Please print the listing that follows word for word, but skip any pictures it holds.

--------------------

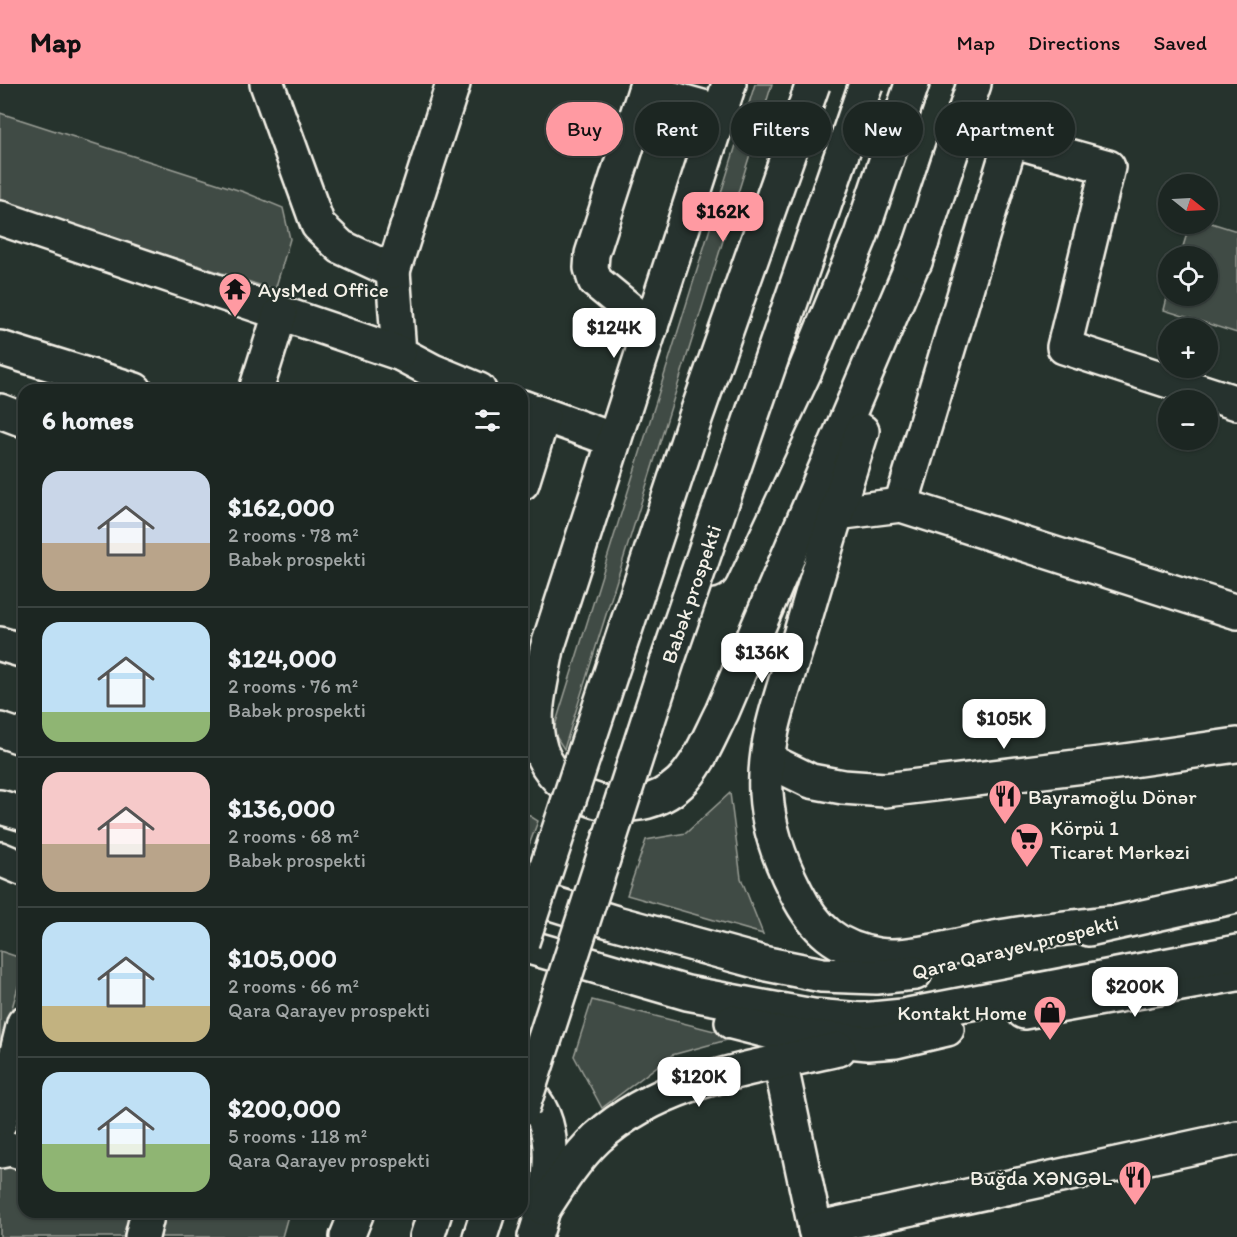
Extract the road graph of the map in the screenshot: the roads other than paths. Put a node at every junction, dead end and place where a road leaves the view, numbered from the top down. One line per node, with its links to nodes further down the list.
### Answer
1 (267, 84): 12 (main road)
2 (453, 84): 12 (main road)
3 (799, 84): 23 (main road, bridge)
4 (813, 84): 23 (main road, bridge)
5 (866, 84): 33 (main road, Babək prospekti, bridge)
6 (912, 84): 33 (main road, bridge)
7 (974, 84): 11 (main road)
8 (646, 87): 9 (main road); 14 (main road)
9 (724, 98): 14 (main road)
10 (0, 218): 13 (main road)
11 (922, 242): 28 (main road); 32 (main road)
12 (393, 271): 16 (main road)
13 (280, 314): 16 (main road); 18 (main road)
14 (651, 327): 26 (main road)
15 (0, 348): 17 (main road)
16 (399, 353): 19 (main road)
17 (116, 384)
18 (258, 384)
19 (464, 384)
20 (1237, 403): 27 (main road)
21 (0, 411): 24 (main road)
22 (532, 411): 25 (main road); 26 (main road)
23 (696, 416): 48 (main road, bridge)
24 (18, 418)
25 (528, 440)
26 (614, 440): 32 (main road)
27 (901, 505): 28 (main road); 29 (main road)
28 (836, 513): 38 (main road)
29 (1237, 612)
30 (0, 644): 31 (main road)
31 (18, 649)
32 (547, 650): 34 (main road)
33 (667, 662): 58 (main road, Babək prospekti, bridge)
34 (528, 688)
35 (0, 730): 36 (main road)
36 (18, 736)
37 (1237, 745): 38 (main road)
38 (768, 760): 47 (main road)
39 (0, 788): 40 (main road)
40 (18, 793)
41 (0, 807): 42 (main road)
42 (18, 812)
43 (0, 859): 44 (main road)
44 (18, 866)
45 (528, 896): 47 (main road, Qara Qarayev prospekti)
46 (1237, 896): 47 (main road, Qara Qarayev prospekti)
47 (1111, 923)
48 (528, 926)
49 (528, 946): 51 (main road, Qara Qarayev prospekti)
50 (1237, 952): 51 (main road, Qara Qarayev prospekti)
51 (1168, 965): 54 (main road)
52 (528, 966): 55 (main road)
53 (1237, 974): 54 (main road)
54 (1024, 1012): 55 (main road)
55 (868, 1043): 57 (main road)
56 (18, 1048): 60 (main road)
57 (780, 1062): 68 (main road); 69 (main road)
58 (528, 1091)
59 (528, 1092): 68 (main road)
60 (0, 1122)
61 (1237, 1138): 69 (main road)
62 (0, 1151): 63 (main road)
63 (18, 1151)
64 (147, 1218): 70 (main road)
65 (340, 1218): 71 (main road)
66 (354, 1218): 72 (main road)
67 (486, 1218): 73 (main road)
68 (540, 1222)
69 (816, 1233)
70 (142, 1237)
71 (335, 1237)
72 (346, 1237)
73 (480, 1237)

--------------------

- **YOUR RESPONSE**:
Extract the road graph of the map in the screenshot: the roads other than paths. Put a node at every junction, dead end and place where a road leaves the view, numbered from the top down. One line per node, with its links to nodes further down the list.
### Answer
1 (267, 84): 12 (main road)
2 (453, 84): 12 (main road)
3 (799, 84): 23 (main road, bridge)
4 (813, 84): 23 (main road, bridge)
5 (866, 84): 33 (main road, Babək prospekti, bridge)
6 (912, 84): 33 (main road, bridge)
7 (974, 84): 11 (main road)
8 (646, 87): 9 (main road); 14 (main road)
9 (724, 98): 14 (main road)
10 (0, 218): 13 (main road)
11 (922, 242): 28 (main road); 32 (main road)
12 (393, 271): 16 (main road)
13 (280, 314): 16 (main road); 18 (main road)
14 (651, 327): 26 (main road)
15 (0, 348): 17 (main road)
16 (399, 353): 19 (main road)
17 (116, 384)
18 (258, 384)
19 (464, 384)
20 (1237, 403): 27 (main road)
21 (0, 411): 24 (main road)
22 (532, 411): 25 (main road); 26 (main road)
23 (696, 416): 48 (main road, bridge)
24 (18, 418)
25 (528, 440)
26 (614, 440): 32 (main road)
27 (901, 505): 28 (main road); 29 (main road)
28 (836, 513): 38 (main road)
29 (1237, 612)
30 (0, 644): 31 (main road)
31 (18, 649)
32 (547, 650): 34 (main road)
33 (667, 662): 58 (main road, Babək prospekti, bridge)
34 (528, 688)
35 (0, 730): 36 (main road)
36 (18, 736)
37 (1237, 745): 38 (main road)
38 (768, 760): 47 (main road)
39 (0, 788): 40 (main road)
40 (18, 793)
41 (0, 807): 42 (main road)
42 (18, 812)
43 (0, 859): 44 (main road)
44 (18, 866)
45 (528, 896): 47 (main road, Qara Qarayev prospekti)
46 (1237, 896): 47 (main road, Qara Qarayev prospekti)
47 (1111, 923)
48 (528, 926)
49 (528, 946): 51 (main road, Qara Qarayev prospekti)
50 (1237, 952): 51 (main road, Qara Qarayev prospekti)
51 (1168, 965): 54 (main road)
52 (528, 966): 55 (main road)
53 (1237, 974): 54 (main road)
54 (1024, 1012): 55 (main road)
55 (868, 1043): 57 (main road)
56 (18, 1048): 60 (main road)
57 (780, 1062): 68 (main road); 69 (main road)
58 (528, 1091)
59 (528, 1092): 68 (main road)
60 (0, 1122)
61 (1237, 1138): 69 (main road)
62 (0, 1151): 63 (main road)
63 (18, 1151)
64 (147, 1218): 70 (main road)
65 (340, 1218): 71 (main road)
66 (354, 1218): 72 (main road)
67 (486, 1218): 73 (main road)
68 (540, 1222)
69 (816, 1233)
70 (142, 1237)
71 (335, 1237)
72 (346, 1237)
73 (480, 1237)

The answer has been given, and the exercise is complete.